In recent years, fluorescent proteins and in particular variants of the green fluorescent protein (GFP) have become an important tool for imaging cellular proteins and structures in living cells as well as for the monitoring of cellular processes. Here, we report the tagging of retroviral particles with a fluorescent protein by N-terminal fusion of enhanced GFP (eGFP) to the amphotropic SU. The fusion protein is efficiently incorporated into cellular and viral membranes, resulting in green-fluorescent virus particles capable of transducing cells. GFP-tagged virus particles thus should allow direct monitoring of virus-cell interactions by CLSM.
N-terminal fusion of eGFP to Env4070A maintains infection potential.

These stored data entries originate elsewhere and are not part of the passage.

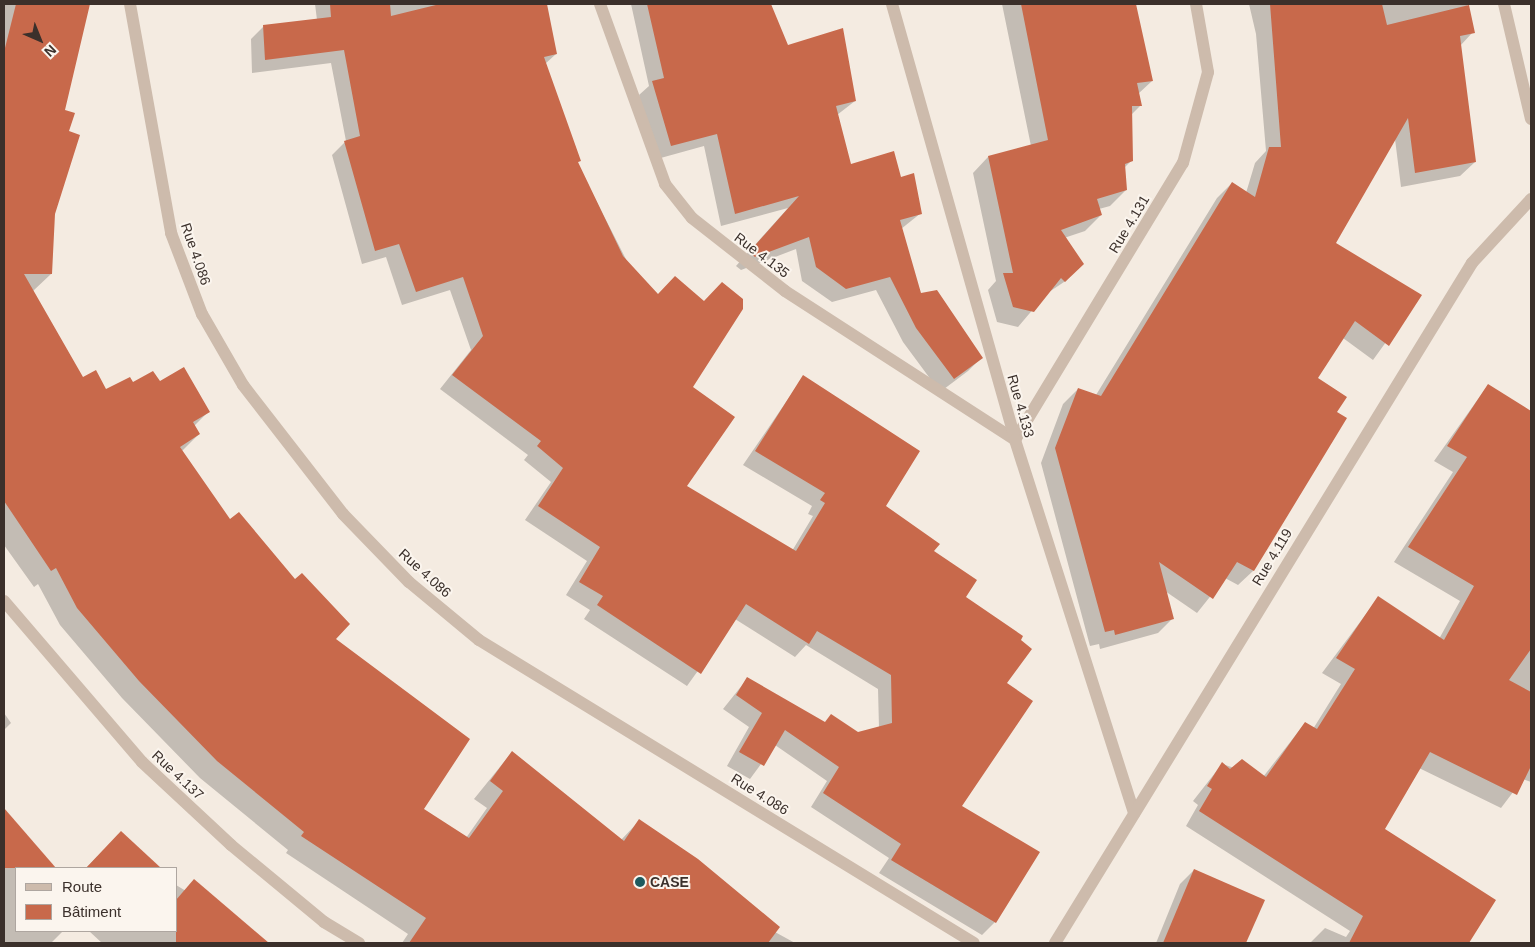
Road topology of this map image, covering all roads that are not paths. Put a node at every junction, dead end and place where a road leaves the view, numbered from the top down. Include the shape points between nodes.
1 (130, 4) edge
2 (600, 4) edge
3 (892, 4) edge
4 (1196, 4) edge
5 (1504, 4) edge
6 (1531, 119) edge
7 (1531, 199) edge
8 (1015, 440) junction
9 (4, 601) edge
10 (1134, 813) junction
11 (359, 943) edge
12 (974, 943) edge
13 (1055, 943) edge

1 - 12 street, Rue 4.086 via 171,233 202,314 243,385 343,514 409,582 480,640
2 - 8 street, Rue 4.135 via 665,184 692,218 785,291
3 - 8 street, Rue 4.133
4 - 8 street, Rue 4.131 via 1208,72 1183,163
5 - 6 street
7 - 10 street, Rue 4.119 via 1472,263
8 - 10 street, Rue 4.133
9 - 11 street, Rue 4.137 via 142,762 231,846 324,922
10 - 13 street, Rue 4.119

For direct visualization of retroviral particles, we developed a fusion gene comprising the amphotropic retroviral 4070A envelope gene and the gene encoding the enhanced GFP (eGFP). eGFP was fused to the N terminus of the retroviral SU protein, resulting in an eGFP-Env fusion protein designated G-FLAEP (enhanced green fluorescent amphotropic envelope protein; see Fig. 1 for details). We assessed the ability of G-FLAEP to assemble into virus particles that were able to interact with the retroviral receptor Pit-2 and efficiently transduce cells. With DNA-calcium phosphate coprecipitation (10), NIH 3T3 cells stably expressing gag-pol (Env− cells [10]) were cotransfected with both a G-FLAEP-encoding plasmid (G-FLAEP-C, Fig. 1) and a packageable retroviral vector plasmid encoding the neomycin phosphotransferase gene (10 and 1 μg, respectively). As a control, a wild-type Env4070A expression plasmid together with the same retroviral vector was transfected. G418-resistant cell pools of approximately 500 clones each were established. Subsequently, virus particles were collected from G-FLAEP and wild-type Env producer cells by ultracentrifugation with a Beckman SW40 rotor (Beckman, Munich, Germany) at 30,000 rpm for 1.5 h at 4°C. Virus pellets resuspended in phosphate-buffered saline were excited with blue light.
FIG. 1.
Schematic representation of amphotropic envelope constructs. All constitutive expressing plasmids are based on pSBC-1 (2) and pSBC-2-his (D. Spitzer, unpublished data) and express the respective env genes in a bicistronic message with the histidinol dehydrogenase gene (Hisr). (A) pEnvA, the wild-type 4070A envelope expression plasmid. env4070A was PCR amplified from an amphotropic murine leukemia virus genome. pEnvA comprises the endogenous murine leukemia virus-derived signal peptide (SP-E). (B) pG-FLAEP-C, the constitutive G-FLAEP expression plasmid. This plasmid encodes the fusion protein G-FLAEP, comprising the CD59 signal peptide sequence SP-59, eGFP, and the signal peptide-deleted env4070A gene linked through a spacer. eGFP was derived from pEGFP-1 (Clontech) by PCR, and the spacer was designed on the basis of CD59. (C) pG-FLAEP-AR, the autoregulated plasmid comprising the bidirectional tTA-dependent promoter (1) driving both the transactivator tTA and G-FLAEP. The bicistronic message comprising the G-FLAEP gene and Hisr gene was integrated into pTHTG (11), replacing the expressed gene in this vector. SV, simian virus 40 early promoter/enhancer; PtTA, bidirectional tTA-dependent promoter; SP, signal sequence; EnvA, mature amphotropic Env4070A; eGFP, coding sequence of the enhanced green fluorescent protein; tTA, tetracycline-dependent transactivator; black circle, simian virus 40 polyadenylation signal; black oval, poliovirus internal ribosomal entry site. The amino acid sequence of fusion sites is indicated: eGFP sequence (regular) and EnvA sequence (underlined) as well as spacer sequences (boxed), and signal peptide sequences (italics), including the cleavage sites (inverted triangles) are depicted.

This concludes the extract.